In questa voce narrante femminile, che parla in prima persona cogliendo molto spesso solo quanto di negativo la circonda e che assume quasi un tono nichilista, io ci ho rivisto la voce narrante de L’amica geniale, senza però trovare lo stesso spessore che contraddistingue la scrittura della Ferrante.

Oltre a questa mancanza di originalità che ho riscontrato a livello della voce narrante, ma che è possibile individuare anche proprio nella trama e in quelle che sono le condizioni di vita della protagonista del libro, devo dire che la scrittura della Caminito, a mio parere, non riesce a costruire dei personaggi solidi e a tutto tondo. La figura del padre di Gaia, per esempio, rimane sullo sfondo e non sappiamo molto altro di lui, se non che sia su una sedia a rotelle; la stessa indeterminatezza l’ho trovata nella descrizione di altri personaggi, come il fratello di Gaia, Mariano, del quale si sa davvero poco, a parte che è un fratello protettivo, che ha simpatie per il fronte anarchico italiano e che il suo carattere lo porta allo scontro con la madre. Ma ancora i personaggi che rimangono piatti sono molti: le amiche di Gaia, che sono quasi intercambiabili talmente poco sono caratterizzate; i ragazzi di cui la protagonista si invaghisce, che ancora una volta sembrano solo accessori; per non parlare degli altri due fratelli di Gaia, che si sa che esistono, ma che sono delle comparse.
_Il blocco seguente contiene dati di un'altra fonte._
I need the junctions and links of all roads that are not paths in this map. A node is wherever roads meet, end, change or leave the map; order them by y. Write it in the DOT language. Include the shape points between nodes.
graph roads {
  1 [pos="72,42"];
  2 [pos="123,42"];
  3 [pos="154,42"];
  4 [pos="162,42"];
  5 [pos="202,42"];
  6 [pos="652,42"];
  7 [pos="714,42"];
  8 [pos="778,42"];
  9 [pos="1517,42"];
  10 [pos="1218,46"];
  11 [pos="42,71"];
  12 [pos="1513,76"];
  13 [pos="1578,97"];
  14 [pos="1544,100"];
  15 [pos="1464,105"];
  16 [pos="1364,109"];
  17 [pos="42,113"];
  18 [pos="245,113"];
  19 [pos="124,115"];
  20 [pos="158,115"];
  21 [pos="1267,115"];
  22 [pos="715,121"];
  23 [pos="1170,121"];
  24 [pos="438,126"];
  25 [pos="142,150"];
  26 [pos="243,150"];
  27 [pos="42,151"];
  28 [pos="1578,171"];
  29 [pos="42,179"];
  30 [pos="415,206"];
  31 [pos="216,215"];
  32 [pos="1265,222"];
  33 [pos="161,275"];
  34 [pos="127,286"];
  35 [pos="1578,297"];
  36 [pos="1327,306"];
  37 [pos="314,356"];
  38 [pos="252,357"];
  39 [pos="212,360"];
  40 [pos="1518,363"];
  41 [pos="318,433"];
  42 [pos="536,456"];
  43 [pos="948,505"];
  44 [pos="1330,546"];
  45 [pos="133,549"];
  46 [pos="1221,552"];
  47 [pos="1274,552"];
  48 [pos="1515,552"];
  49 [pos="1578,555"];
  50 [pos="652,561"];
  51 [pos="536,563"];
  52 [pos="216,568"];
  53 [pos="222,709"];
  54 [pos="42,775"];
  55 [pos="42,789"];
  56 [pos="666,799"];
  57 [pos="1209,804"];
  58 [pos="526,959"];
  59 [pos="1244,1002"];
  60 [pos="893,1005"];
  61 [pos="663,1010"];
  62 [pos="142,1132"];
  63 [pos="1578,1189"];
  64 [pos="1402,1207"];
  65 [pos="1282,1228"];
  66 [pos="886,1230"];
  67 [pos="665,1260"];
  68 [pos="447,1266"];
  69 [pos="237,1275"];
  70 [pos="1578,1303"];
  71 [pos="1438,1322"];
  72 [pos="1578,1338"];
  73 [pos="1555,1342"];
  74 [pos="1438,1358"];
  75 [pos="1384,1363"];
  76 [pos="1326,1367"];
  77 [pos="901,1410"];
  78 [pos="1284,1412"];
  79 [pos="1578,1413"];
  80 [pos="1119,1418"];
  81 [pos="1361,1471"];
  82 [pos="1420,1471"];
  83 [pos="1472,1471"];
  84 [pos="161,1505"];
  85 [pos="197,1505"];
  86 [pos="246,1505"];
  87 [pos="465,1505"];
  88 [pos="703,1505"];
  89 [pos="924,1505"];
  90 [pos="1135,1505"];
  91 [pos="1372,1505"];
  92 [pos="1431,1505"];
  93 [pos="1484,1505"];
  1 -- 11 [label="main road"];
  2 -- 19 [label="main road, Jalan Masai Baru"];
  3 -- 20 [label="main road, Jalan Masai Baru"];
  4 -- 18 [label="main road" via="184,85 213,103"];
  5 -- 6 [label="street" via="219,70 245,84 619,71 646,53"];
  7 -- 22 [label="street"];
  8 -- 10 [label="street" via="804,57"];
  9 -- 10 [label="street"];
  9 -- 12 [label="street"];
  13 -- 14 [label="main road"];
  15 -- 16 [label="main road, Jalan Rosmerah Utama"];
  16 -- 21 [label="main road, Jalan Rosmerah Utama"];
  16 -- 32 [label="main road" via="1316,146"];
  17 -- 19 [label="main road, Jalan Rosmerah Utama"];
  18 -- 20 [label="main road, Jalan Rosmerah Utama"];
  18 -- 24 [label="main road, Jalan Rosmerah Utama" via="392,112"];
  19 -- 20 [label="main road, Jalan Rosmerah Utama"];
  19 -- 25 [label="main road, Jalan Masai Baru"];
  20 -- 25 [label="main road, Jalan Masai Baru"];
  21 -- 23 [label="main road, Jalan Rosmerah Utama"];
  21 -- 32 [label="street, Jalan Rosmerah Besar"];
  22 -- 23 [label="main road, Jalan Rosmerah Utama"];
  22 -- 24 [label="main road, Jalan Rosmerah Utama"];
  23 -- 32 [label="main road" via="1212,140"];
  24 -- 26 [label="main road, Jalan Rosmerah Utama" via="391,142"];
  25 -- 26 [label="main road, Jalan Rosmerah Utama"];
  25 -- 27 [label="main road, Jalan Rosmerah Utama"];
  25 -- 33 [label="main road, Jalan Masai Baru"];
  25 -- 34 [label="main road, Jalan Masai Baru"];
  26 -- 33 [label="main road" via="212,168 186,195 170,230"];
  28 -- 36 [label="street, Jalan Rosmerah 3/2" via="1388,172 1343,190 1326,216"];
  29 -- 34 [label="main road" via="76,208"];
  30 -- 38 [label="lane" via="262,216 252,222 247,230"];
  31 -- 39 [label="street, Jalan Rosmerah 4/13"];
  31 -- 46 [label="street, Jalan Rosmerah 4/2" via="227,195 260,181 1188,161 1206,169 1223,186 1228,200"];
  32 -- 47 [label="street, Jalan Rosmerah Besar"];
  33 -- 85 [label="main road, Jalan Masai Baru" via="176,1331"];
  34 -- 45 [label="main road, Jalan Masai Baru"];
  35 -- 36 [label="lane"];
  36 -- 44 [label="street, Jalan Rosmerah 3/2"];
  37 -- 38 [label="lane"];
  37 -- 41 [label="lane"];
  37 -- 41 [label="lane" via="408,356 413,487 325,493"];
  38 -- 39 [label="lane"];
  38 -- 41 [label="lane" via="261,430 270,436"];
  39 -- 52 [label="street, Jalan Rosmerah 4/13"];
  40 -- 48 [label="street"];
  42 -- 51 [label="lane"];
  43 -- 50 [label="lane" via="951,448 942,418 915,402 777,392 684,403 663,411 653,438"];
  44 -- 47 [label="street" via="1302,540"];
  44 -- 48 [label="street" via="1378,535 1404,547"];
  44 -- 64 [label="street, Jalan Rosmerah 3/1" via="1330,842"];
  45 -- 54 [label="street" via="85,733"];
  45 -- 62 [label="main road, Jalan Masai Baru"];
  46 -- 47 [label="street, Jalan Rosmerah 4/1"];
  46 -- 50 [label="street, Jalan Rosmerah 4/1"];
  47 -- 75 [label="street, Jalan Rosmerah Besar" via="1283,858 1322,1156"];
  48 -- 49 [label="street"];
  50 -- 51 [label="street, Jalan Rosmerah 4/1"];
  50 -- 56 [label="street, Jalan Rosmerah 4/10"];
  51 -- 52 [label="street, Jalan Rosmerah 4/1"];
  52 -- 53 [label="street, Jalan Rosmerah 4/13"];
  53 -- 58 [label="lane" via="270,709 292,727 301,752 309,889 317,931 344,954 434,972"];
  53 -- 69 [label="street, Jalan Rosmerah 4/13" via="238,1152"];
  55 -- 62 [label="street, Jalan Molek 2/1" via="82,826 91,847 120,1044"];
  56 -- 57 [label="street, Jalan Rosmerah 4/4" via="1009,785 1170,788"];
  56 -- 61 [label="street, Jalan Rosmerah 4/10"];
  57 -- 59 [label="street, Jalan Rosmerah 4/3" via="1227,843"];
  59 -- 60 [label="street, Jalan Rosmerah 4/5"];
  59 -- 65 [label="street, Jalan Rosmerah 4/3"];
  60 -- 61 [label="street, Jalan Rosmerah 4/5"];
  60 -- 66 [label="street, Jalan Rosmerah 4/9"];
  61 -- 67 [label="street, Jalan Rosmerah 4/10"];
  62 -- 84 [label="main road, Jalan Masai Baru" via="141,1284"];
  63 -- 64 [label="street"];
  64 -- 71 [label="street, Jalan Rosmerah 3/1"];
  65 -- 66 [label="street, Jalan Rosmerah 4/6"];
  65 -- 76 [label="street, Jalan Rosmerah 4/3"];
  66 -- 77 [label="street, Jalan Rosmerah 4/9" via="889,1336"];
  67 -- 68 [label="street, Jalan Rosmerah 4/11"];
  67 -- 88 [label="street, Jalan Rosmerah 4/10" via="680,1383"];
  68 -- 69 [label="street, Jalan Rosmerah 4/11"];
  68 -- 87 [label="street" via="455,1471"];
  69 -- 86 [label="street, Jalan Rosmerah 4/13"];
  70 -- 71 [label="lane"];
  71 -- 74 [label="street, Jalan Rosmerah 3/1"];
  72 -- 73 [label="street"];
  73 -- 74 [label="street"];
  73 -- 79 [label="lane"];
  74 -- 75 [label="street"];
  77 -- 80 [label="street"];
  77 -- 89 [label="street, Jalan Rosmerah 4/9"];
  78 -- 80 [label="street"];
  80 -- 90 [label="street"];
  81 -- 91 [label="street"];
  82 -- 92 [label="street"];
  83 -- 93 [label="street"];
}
Fig. 3 Foto che ritrae l’autrice del romanzo L’acqua del lago non è mai dolce.

Inoltre ho trovato davvero strano che in un libro in cui tanto spazio viene dato ai sentimenti e ai pensieri della voce narrante sfuggano proprio quei sentimenti che più invece avrebbero fatto la differenza. Non si riesce a capire il legame tra Gaia e la sua amica Carlotta e nemmeno con l’altra sua amica Iris che invece per come agisce la nostra protagonista sembrano essere dei legami importanti. Lo stesso discorso vale per il rapporto tra Gaia e il suo fidanzato: la ragazza si descrive sempre con questo tono apatico e sembra davvero che non gliene freghi nulla del ragazzo con cui condivide la sua intimità, ma improvvisamente i suoi comportamenti diventano inspiegabili quando perde questa persona.
Mi è mancata insomma un po’ di profondità: tutto mi è sembrato rimanere piatto, senza particolari picchi. 

Un’ultima riflessione: L’amica geniale è una saga che è diventata un modello, questo ormai mi sembra evidente, e che ha ottenuto un meritato successo di pubblico, ma che ha anche incontrato l’apprezzamento della critica perché è un’opera anche di un certo spessore dal punto di vista letterario. Mi piacerebbe però trovare un po’ di originalità nella letteratura italiana dei nostri giorni e non solo delle fotocopie di questo modello.